In order for airlines to successfully compete, they have to reinvest in their infrastructure. They need to invest in new fleets of aircraft — and new strategic alliances must be formed in order to embrace this unprecedented workload.

Enter Elite Aviation Products.

The Irvine, California-based company is redefining the $170 billion aviation manufacturing sector that is intensifying by the minute. The Boeing Company anticipates that this demand for entirely new fleets of aircraft will be valued at over $4.8 trillion over the next two decades.

By offering a distinctive unique approach to combat this unfounded workload, Elite Aviation Products is challenging conventionality and turning the industry upside down – for the better.

The company pledges to be the first of its kind, in this industry, to offer an undeniably compelling value proposition by embracing progressive technologies, maintaining a cost-competitive manufacturing edge, and a solution-based, customer-centric manufacturing philosophy.
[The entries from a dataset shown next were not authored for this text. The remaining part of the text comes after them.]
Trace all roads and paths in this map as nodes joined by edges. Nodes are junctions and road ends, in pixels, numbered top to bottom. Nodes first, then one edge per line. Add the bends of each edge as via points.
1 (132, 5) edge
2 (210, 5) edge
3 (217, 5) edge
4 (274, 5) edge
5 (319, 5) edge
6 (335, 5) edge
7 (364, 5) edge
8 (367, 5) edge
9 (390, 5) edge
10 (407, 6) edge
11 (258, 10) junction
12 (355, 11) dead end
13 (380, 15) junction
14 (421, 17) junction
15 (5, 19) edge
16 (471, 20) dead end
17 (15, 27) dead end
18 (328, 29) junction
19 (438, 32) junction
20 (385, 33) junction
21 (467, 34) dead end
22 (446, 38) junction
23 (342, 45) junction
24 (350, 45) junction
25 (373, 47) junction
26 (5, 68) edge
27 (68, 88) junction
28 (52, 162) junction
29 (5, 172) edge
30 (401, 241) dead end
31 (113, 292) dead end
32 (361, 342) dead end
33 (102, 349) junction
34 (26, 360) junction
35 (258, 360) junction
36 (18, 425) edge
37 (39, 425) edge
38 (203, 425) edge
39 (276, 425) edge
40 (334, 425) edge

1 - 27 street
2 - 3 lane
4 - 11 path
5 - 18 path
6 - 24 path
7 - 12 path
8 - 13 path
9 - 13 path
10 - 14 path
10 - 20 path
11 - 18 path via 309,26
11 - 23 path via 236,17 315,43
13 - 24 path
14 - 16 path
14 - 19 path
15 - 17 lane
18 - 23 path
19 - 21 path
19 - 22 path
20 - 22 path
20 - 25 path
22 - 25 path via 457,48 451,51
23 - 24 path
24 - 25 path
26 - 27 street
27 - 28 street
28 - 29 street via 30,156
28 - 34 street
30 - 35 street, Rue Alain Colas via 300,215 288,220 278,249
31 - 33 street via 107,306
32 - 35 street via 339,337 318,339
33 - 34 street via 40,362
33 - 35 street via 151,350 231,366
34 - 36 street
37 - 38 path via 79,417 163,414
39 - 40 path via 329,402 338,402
“The industry doesn’t need more part producers. What the industry needs are solution providers who produce parts,” Tillman says. “In this environment, it’s not enough to offer cost-competitive prices. That’s a given. Based on our experiences, customers need suppliers capable of going above and beyond that.”

Thanks to Elite Aviation Products, it will.

“I’ve been in this industry for 30 years,” says Brian Hutchins, President of Madison Aerospace, “and I’ve never seen an individual who has gone to the level and lengths that Dustin has to create what will ultimately transform the industry.

“It’s truly ground-breaking,” he adds. “We desperately need exactly what he’s created. He has taken an approach that no other company has ever done before.”

Hutchins pauses for a brief moment then says: “It’s critical to the future of the aviation industry. It’s critical for it to survive— and continue to thrive.”

When you sit down and talk extensively to Tillman and his COO, Zeeshawn Zia, it’s clear in a matter of seconds what extraordinary individuals and entrepreneurs they are. The charismatic and engaging partners, exude character, honor and confidence.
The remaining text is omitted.